Extracted material ▸
Content starts

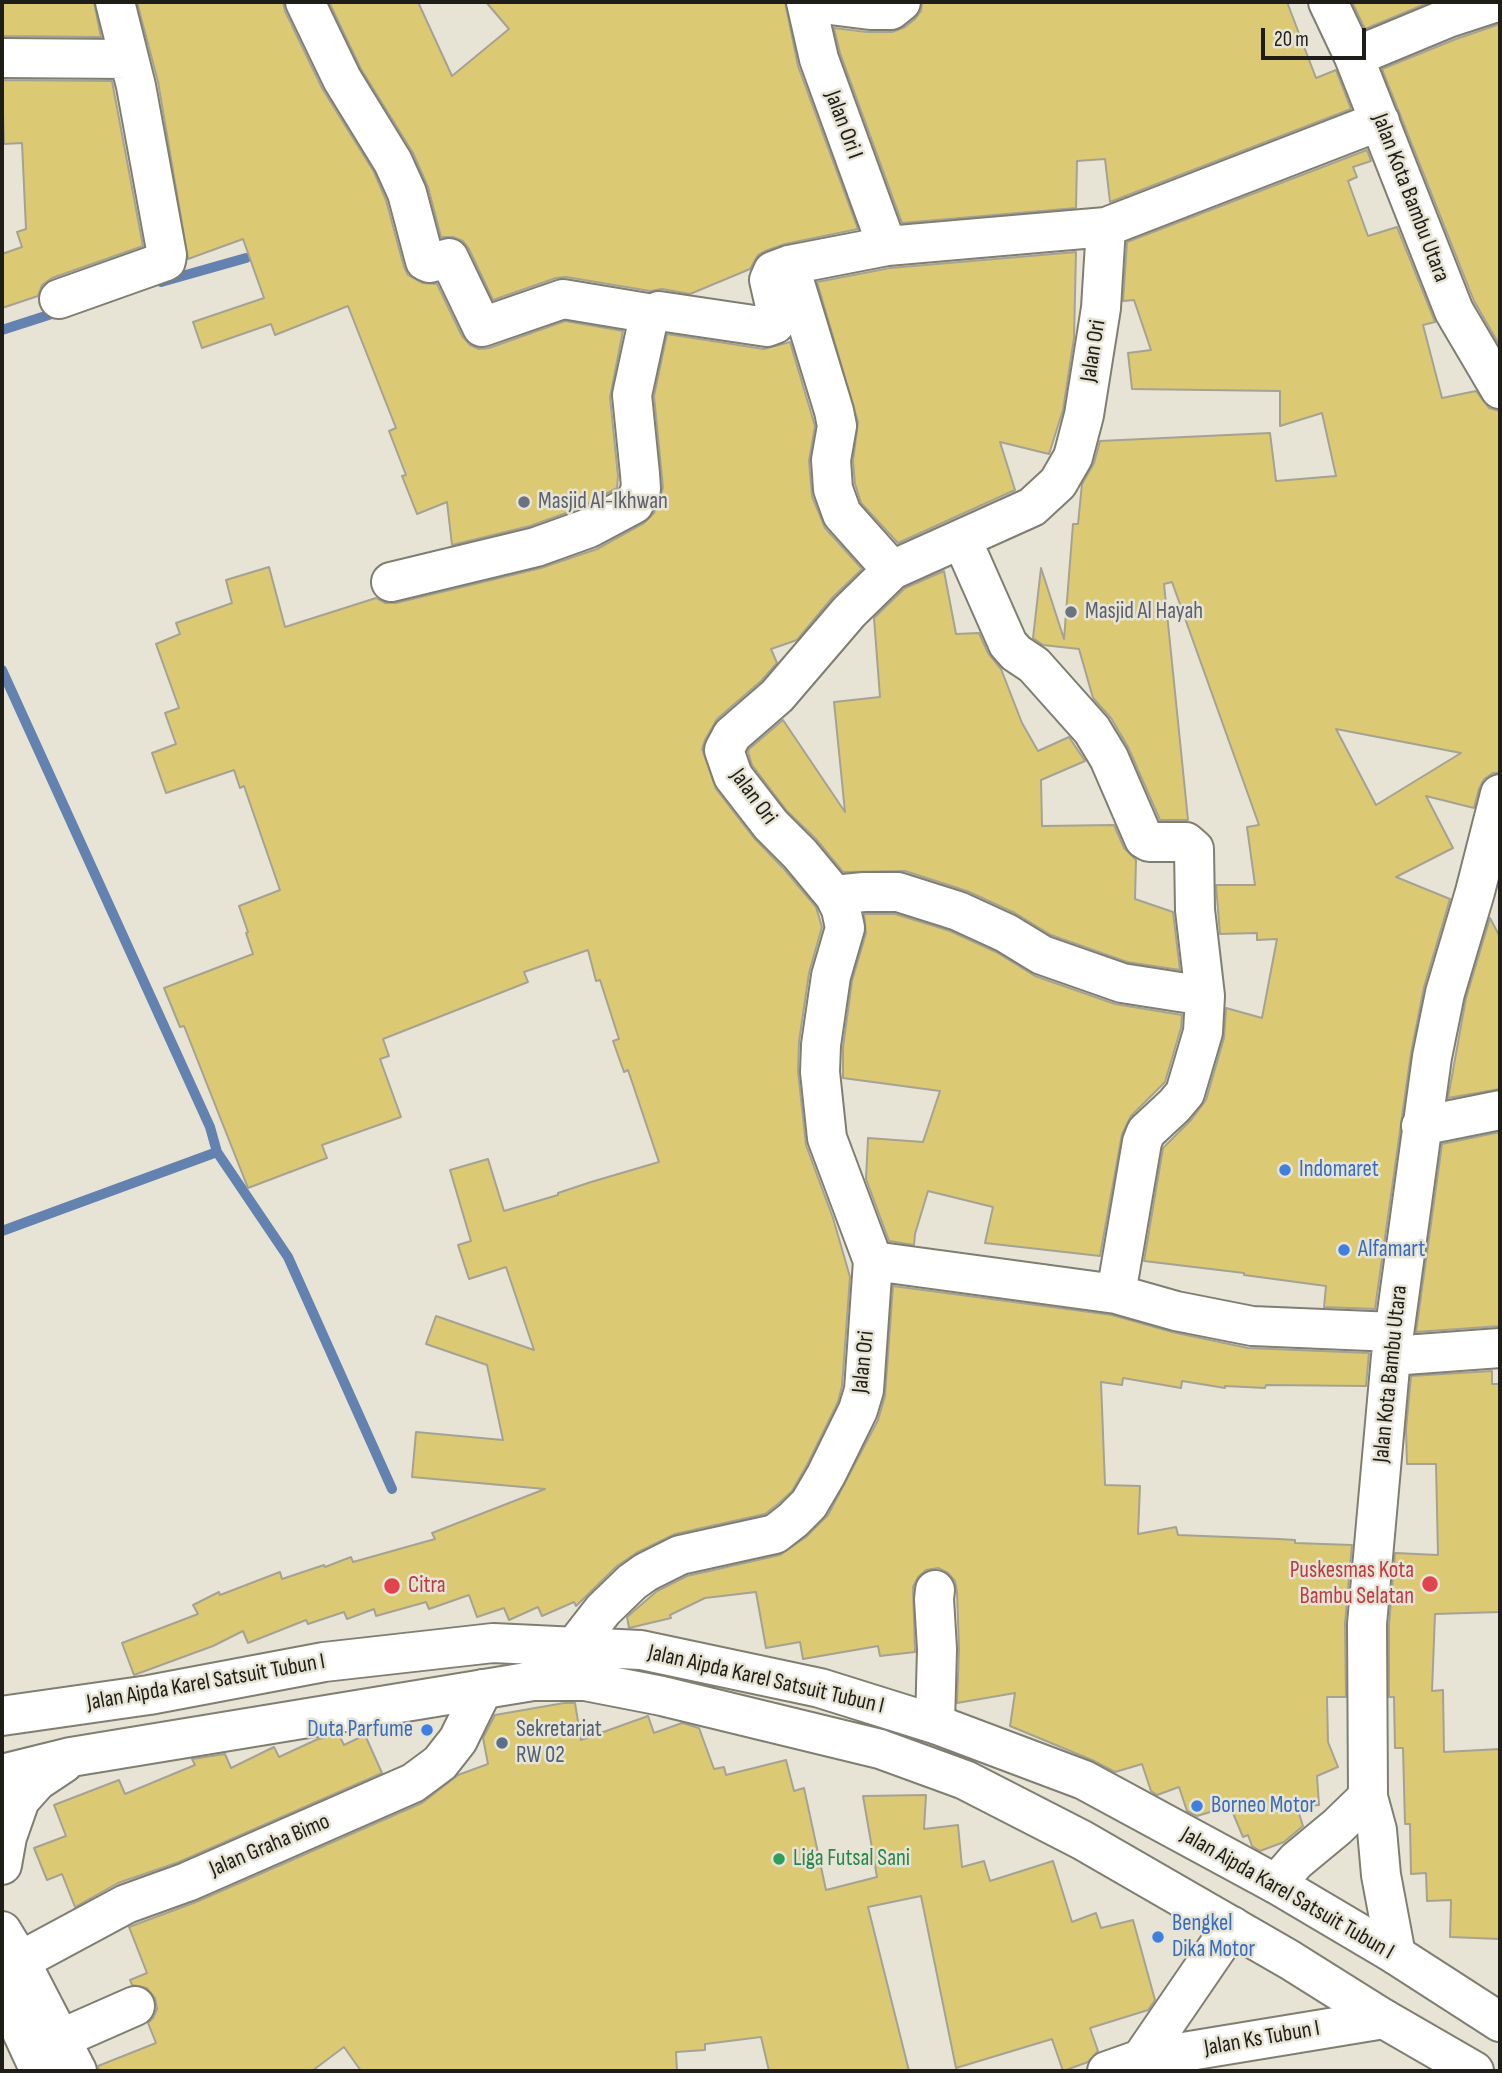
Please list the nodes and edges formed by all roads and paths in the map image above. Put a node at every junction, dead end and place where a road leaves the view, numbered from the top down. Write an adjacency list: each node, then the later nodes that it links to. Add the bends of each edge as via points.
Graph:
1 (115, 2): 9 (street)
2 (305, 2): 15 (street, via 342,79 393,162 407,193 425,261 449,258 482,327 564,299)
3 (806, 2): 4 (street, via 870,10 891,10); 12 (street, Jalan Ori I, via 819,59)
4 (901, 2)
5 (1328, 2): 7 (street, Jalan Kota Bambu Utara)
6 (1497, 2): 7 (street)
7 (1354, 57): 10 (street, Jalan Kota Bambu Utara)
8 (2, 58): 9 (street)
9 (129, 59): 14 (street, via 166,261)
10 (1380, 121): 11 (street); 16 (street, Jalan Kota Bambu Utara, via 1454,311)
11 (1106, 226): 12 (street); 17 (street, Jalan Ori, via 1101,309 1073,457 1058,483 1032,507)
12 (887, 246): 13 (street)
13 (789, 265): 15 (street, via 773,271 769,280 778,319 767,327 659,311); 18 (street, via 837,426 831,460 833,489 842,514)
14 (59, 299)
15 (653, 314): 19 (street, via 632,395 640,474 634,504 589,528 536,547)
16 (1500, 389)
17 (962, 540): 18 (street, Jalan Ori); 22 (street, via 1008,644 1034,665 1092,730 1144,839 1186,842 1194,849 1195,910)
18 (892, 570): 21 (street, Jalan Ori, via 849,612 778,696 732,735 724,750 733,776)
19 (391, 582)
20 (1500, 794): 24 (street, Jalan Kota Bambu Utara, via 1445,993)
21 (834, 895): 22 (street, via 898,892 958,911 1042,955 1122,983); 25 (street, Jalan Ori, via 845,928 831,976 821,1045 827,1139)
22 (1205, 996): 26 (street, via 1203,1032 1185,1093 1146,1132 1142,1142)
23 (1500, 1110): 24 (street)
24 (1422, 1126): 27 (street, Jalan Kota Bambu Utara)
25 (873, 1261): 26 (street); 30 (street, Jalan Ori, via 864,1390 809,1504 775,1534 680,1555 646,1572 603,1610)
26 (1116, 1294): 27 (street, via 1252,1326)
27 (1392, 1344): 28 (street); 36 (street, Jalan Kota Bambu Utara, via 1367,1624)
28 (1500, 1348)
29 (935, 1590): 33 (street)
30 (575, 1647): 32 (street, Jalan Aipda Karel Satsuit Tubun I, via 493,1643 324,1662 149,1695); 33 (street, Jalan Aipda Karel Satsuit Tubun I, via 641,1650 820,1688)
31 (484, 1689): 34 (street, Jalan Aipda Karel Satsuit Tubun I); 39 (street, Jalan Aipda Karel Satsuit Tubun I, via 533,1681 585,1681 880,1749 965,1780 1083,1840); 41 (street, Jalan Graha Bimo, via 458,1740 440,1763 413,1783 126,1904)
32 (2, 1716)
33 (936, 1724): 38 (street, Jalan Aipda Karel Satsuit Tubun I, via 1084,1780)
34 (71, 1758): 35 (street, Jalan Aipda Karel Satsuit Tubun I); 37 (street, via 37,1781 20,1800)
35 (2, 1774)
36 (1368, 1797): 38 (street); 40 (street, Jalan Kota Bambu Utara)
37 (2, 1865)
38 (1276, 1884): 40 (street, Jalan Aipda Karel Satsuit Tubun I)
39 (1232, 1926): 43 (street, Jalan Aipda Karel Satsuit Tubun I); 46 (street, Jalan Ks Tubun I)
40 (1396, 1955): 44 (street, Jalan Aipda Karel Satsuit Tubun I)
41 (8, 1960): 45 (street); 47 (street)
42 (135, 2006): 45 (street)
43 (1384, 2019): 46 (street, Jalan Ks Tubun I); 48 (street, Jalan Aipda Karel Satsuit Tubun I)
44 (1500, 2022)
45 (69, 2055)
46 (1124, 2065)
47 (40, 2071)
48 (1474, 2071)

Content ends
Content starts

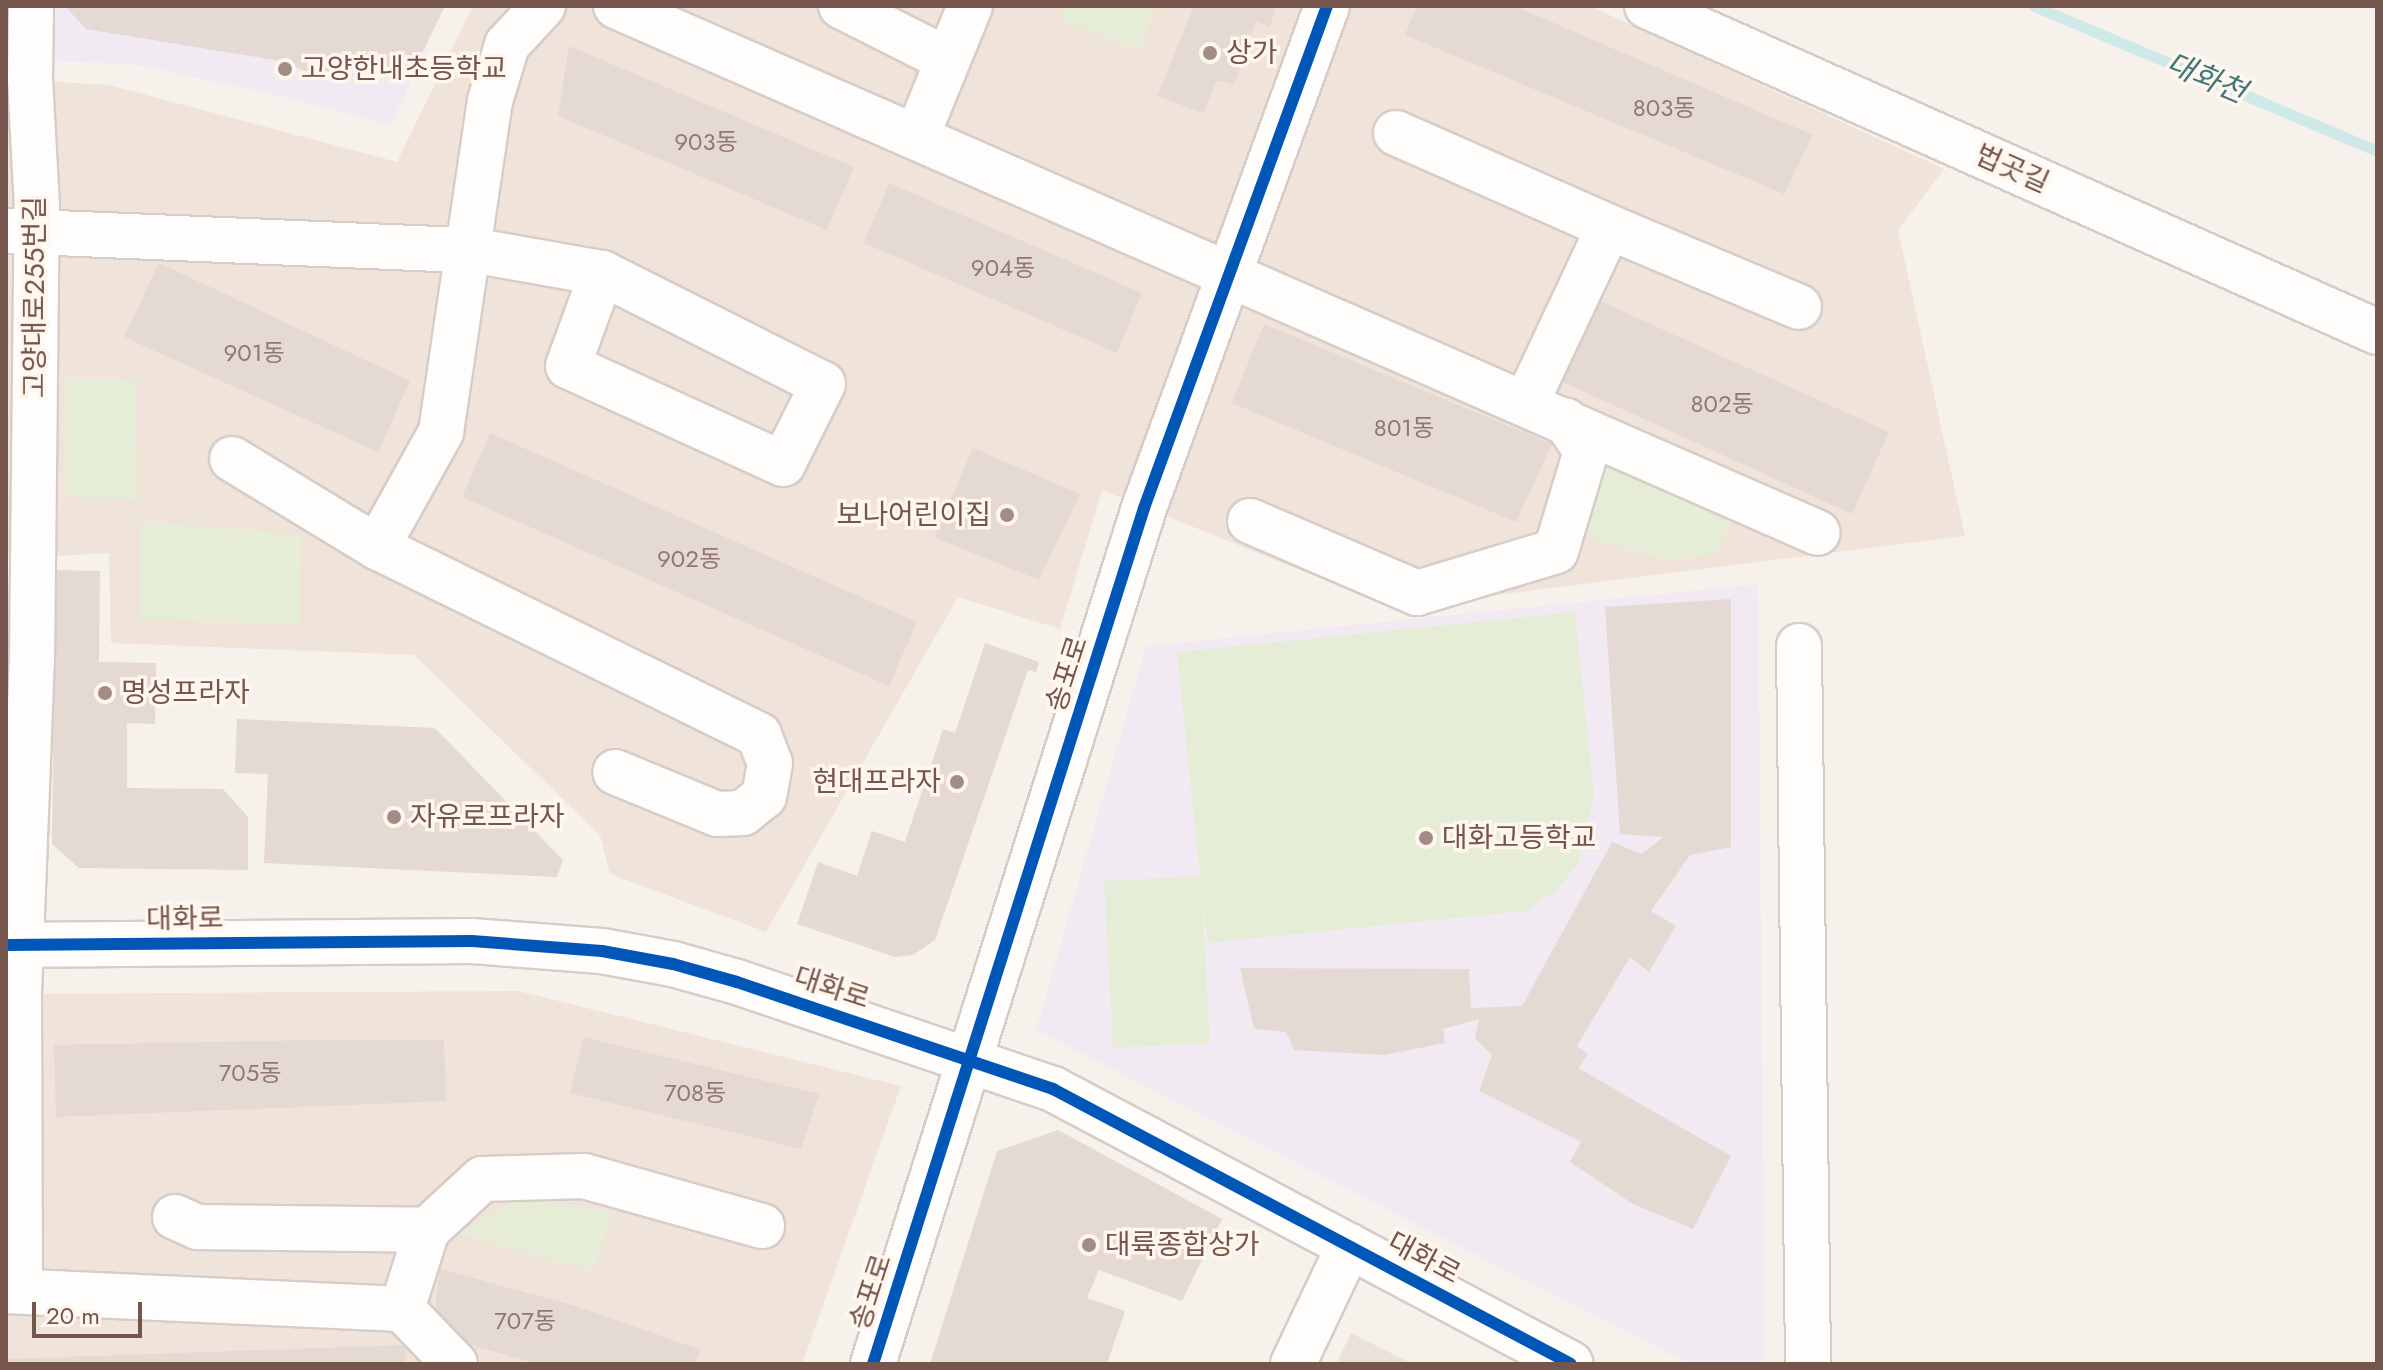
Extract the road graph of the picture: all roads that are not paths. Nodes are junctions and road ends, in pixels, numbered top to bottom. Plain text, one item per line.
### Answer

Content ends
Content starts

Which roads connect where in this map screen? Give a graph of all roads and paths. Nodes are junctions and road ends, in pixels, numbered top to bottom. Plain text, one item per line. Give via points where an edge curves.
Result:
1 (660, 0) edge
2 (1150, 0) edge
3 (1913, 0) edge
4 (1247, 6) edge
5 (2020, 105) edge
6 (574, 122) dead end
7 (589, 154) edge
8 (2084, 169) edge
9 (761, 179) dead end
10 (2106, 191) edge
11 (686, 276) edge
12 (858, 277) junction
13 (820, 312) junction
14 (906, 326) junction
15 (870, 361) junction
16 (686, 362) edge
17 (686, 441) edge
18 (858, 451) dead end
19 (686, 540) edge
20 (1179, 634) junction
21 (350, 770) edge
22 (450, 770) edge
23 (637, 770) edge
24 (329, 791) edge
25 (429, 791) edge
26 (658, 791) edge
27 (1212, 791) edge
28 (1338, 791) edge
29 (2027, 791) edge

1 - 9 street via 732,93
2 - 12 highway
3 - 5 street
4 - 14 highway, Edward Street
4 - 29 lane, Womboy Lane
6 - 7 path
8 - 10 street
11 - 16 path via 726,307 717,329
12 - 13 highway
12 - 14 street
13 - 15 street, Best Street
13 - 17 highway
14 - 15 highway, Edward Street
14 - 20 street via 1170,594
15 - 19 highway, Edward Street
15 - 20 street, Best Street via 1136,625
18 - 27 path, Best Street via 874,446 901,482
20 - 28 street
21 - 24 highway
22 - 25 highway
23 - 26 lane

Content ends

Search the records above for "item". Copy each line where it is found.

Extract the road graph of the picture: all roads that are not paths. Nodes are junctions and road ends, in pixels, numbered top to bottom. Plain text, one item per line.
Which roads connect where in this map screen? Give a graph of all roads and paths. Nodes are junctions and road ends, in pixels, numbered top to bottom. Plain text, one item per line. Give via points where an edge curves.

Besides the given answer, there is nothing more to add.